## PROVIDED INFORMATION
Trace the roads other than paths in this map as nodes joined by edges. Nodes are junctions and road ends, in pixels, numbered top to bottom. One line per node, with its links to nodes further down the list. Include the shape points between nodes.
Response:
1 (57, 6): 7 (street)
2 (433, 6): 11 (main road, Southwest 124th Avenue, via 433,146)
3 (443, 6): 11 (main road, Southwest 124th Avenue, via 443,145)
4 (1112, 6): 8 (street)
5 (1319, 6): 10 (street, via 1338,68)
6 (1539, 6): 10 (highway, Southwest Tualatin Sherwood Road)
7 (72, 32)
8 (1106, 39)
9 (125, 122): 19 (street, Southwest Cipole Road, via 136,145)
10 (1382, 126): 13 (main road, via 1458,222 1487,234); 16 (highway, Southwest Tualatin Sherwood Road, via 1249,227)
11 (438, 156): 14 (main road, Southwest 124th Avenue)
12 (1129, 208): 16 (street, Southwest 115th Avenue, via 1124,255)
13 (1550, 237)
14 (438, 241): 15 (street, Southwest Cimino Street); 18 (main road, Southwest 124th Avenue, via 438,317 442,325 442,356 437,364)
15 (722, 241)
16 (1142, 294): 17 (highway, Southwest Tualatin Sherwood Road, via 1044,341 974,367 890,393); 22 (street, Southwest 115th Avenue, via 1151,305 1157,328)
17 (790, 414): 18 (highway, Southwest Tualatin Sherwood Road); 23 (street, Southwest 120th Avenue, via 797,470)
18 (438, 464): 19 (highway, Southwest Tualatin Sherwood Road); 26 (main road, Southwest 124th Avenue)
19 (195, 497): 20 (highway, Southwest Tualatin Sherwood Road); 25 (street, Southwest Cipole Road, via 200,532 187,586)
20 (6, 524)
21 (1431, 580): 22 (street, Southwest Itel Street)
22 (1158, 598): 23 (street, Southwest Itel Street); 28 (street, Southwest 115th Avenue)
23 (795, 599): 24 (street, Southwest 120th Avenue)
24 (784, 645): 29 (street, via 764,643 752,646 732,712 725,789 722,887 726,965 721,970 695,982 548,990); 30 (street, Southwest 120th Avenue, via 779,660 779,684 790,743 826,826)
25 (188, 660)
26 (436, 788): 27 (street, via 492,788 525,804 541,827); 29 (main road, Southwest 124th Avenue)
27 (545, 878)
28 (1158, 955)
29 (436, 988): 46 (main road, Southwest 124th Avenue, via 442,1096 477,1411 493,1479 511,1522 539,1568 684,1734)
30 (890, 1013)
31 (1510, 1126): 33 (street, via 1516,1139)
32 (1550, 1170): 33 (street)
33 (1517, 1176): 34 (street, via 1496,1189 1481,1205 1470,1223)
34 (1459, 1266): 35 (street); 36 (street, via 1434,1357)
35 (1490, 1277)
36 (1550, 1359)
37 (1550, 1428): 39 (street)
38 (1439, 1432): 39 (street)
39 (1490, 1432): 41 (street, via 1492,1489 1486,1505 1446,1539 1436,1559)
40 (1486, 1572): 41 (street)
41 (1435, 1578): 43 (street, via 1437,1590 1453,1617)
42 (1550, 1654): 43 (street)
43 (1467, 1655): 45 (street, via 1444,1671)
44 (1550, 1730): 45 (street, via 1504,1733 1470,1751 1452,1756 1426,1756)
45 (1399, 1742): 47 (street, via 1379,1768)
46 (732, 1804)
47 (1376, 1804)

## TASK BRIEF
Collect each line of the entries that has the word "Itel", copying it in full.

## RESPONSE BELOW
21 (1431, 580): 22 (street, Southwest Itel Street)
22 (1158, 598): 23 (street, Southwest Itel Street); 28 (street, Southwest 115th Avenue)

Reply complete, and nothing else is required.